Dona Elisa também enfatizou que o tráfico varejista cresceu no morro dos Prazeres, assim como em todas as favelas do Rio de Janeiro, por conta do abandono do Estado, o que segundo ela, não mudará com a militarização.
— A grande realidade é que o tráfico aqui na favela sempre foi formado pelos filhos das famílias mais pobres. Eles sempre pegaram esses meninos carentes para serem traficantes. Enquanto o Estado não dava nada para esses meninos, o tráfico dava para eles uma falsa esperança de ganhar a vida. Onde estava o poder público nessa hora? Eu ficava vendo traficante dando remédio, material de construção para os moradores e o Estado dando bala, caveirão… E eu ficava pensando como é simples acabar com o tráfico, como o tráfico não tem nada a ver com a polícia, mas sim com a pobreza. Agora, os traficantes fugiram, mas e as escolas, os hospitais, a aposentadoria dos idosos, os salários? Vão passar por reformas também? Só UPP não muda nada. Se mudar a vida dos moradores, será para pior — alerta dona Elisa.

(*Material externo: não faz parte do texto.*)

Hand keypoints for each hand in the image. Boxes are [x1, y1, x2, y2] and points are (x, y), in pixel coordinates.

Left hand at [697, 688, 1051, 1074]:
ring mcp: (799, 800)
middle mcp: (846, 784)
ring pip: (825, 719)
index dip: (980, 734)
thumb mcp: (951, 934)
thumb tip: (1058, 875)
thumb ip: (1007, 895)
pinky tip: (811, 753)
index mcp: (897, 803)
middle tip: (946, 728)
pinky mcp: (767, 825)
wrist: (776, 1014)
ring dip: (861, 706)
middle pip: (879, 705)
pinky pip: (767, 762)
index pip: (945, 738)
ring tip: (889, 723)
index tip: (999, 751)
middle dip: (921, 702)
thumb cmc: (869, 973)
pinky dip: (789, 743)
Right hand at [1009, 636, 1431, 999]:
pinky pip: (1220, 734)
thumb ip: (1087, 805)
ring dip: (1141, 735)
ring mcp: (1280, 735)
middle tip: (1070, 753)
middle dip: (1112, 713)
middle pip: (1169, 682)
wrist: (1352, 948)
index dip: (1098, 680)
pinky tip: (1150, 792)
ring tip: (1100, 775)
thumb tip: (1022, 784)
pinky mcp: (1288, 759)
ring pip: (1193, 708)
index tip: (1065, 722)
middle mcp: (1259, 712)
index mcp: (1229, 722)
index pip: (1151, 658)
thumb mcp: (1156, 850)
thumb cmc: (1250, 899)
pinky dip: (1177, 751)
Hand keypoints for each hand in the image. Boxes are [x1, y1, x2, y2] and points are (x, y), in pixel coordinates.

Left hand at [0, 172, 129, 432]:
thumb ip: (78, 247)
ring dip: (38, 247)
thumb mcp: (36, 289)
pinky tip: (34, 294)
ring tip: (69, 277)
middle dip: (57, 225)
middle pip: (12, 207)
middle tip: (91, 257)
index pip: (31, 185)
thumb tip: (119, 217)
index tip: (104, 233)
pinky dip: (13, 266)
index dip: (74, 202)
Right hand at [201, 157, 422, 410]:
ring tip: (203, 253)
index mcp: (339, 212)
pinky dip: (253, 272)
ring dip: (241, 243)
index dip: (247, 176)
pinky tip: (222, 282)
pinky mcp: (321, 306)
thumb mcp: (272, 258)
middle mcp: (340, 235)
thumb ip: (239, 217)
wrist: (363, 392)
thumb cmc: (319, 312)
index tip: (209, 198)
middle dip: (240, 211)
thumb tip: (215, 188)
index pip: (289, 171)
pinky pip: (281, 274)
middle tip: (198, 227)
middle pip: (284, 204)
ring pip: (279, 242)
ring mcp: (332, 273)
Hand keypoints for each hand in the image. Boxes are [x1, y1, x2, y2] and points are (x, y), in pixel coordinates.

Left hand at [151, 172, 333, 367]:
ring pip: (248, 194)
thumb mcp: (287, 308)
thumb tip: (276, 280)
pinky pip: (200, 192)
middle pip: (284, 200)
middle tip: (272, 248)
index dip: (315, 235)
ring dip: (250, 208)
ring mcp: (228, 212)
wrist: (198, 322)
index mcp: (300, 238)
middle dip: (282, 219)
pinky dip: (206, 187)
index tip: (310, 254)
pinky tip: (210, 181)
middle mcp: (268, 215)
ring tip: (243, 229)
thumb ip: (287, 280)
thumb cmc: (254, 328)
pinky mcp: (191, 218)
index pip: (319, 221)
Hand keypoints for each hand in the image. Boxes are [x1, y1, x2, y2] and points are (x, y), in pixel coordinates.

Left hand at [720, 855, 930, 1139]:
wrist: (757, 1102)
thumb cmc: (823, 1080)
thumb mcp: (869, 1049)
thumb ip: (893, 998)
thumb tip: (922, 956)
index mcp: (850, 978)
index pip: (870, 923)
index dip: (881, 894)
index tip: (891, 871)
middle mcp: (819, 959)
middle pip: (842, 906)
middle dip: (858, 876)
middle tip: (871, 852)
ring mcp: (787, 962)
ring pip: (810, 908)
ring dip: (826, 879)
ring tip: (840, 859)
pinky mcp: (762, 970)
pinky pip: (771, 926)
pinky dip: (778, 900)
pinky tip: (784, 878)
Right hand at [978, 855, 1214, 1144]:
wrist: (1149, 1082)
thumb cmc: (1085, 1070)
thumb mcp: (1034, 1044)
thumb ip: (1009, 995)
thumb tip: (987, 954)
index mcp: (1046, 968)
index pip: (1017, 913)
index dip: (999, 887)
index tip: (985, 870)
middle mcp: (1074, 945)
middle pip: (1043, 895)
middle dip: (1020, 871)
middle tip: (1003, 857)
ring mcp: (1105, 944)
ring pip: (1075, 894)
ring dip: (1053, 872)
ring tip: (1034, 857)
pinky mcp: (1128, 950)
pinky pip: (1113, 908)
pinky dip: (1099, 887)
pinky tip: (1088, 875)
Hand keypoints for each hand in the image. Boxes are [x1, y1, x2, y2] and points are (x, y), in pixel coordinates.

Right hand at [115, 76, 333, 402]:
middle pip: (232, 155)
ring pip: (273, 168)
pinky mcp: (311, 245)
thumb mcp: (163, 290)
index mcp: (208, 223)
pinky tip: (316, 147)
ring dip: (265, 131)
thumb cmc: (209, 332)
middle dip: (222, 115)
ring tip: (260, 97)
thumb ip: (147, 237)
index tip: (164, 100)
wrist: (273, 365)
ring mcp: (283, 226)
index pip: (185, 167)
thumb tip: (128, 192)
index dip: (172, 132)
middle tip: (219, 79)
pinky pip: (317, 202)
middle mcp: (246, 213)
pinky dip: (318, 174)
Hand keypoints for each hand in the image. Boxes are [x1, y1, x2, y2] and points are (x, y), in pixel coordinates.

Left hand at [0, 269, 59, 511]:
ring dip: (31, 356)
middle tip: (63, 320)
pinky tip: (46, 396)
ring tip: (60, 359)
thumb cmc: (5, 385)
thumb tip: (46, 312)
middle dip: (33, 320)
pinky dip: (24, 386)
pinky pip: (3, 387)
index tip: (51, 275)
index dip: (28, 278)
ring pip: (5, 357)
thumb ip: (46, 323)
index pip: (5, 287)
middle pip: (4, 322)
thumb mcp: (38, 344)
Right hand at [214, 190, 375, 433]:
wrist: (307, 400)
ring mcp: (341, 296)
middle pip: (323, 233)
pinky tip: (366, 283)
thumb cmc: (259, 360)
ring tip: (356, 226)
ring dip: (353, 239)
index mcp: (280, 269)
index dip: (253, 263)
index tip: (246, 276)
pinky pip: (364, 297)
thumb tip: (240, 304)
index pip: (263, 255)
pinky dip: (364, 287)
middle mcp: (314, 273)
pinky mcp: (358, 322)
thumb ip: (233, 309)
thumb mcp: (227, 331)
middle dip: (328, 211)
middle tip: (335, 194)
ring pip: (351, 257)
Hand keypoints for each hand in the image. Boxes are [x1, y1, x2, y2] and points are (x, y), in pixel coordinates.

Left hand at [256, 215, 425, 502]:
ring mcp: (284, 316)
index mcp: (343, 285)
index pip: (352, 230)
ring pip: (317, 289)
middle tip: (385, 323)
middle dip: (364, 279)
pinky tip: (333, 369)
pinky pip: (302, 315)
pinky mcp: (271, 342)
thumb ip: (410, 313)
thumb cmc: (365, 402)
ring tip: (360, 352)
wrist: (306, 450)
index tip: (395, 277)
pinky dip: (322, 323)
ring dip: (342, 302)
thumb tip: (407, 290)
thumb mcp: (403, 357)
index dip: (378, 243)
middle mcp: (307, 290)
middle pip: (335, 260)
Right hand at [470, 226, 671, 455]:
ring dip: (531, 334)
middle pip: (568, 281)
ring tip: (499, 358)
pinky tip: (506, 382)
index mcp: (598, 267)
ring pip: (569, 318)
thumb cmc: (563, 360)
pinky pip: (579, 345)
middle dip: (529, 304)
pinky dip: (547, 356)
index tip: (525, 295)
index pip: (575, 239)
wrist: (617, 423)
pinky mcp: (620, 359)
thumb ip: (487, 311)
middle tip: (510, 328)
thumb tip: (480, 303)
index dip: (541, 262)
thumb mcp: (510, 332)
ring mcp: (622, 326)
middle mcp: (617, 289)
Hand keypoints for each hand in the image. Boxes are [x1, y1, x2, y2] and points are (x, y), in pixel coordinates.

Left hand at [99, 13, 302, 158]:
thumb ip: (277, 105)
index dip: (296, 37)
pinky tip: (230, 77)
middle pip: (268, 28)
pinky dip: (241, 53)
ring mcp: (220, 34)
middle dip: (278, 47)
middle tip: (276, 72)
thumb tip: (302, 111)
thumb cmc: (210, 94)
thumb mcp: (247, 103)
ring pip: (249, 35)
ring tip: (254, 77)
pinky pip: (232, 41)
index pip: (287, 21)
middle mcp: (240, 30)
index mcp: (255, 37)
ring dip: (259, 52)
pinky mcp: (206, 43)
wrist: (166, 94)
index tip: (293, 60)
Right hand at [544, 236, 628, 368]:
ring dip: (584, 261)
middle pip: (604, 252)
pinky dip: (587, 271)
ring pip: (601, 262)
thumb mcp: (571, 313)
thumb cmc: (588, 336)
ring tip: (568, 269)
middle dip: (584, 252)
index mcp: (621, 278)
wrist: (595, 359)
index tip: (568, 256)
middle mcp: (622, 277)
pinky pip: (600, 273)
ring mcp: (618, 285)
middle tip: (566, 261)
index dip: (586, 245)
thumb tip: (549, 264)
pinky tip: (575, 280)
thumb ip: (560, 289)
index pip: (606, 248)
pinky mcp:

— Mal a polícia chegou e nós já estamos perdendo nossos direitos. A TV a cabo já foi cortada. Eles acham que a gente tem gato [ligação clandestina] de luz e TV a cabo porque a gente quer. Mas a realidade é que nós não temos condições de pagar pelo serviço regularizado. Isso vai encarecer o custo de vida na favela e eu acho que essa é uma forma mais sutil de nos tirar daqui, como eles quiseram fazer depois das chuvas do ano passado — cogita a líder comunitária se referindo à tentativa frustrada de remoção do morro dos Prazeres levada a cabo pela prefeitura após as chuvas de abril do ano passado.
— Nosso maior medo aqui na associação é o monopólio das decisões que tem acontecido nas outras favelas por parte do comando das UPPs. A associação de moradores aqui sempre foi uma região administrativa. É daqui que saem todas as soluções para os problemas da comunidade. As regiões administrativas são dirigidas por pessoas indicadas pelos políticos, às vezes, parentes desses políticos. Aqui na associação, quem me elegeu foi o povo e aqui nós resolvemos os problemas do povo. Não fui indicada por ninguém. E o Estado nunca nos deu nada, nem uma secretária para nos ajudar aqui. O carteiro só vem até a porta da associação trazer as cartas. Daqui para a comunidade, é o carteiro da associação que faz o serviço e nós que pagamos o salário dele. Sempre nos viramos sozinhos — conta.
— Não podemos permitir que a UPP diga como vai ser nossa vida e a associação não participe de nada. Eu estou aqui há anos, trabalho, às vezes, 12 horas por dia. Nós nos preocupamos com o morro dos Prazeres. E o comandante da UPP que virá pra cá, se preocupa com a comunidade, como nós, moradores? Claro que não. Ele tem a casa dele em outro lugar. Não vamos deixar a UPP acabar com a organização dos moradores — garante dona Elisa.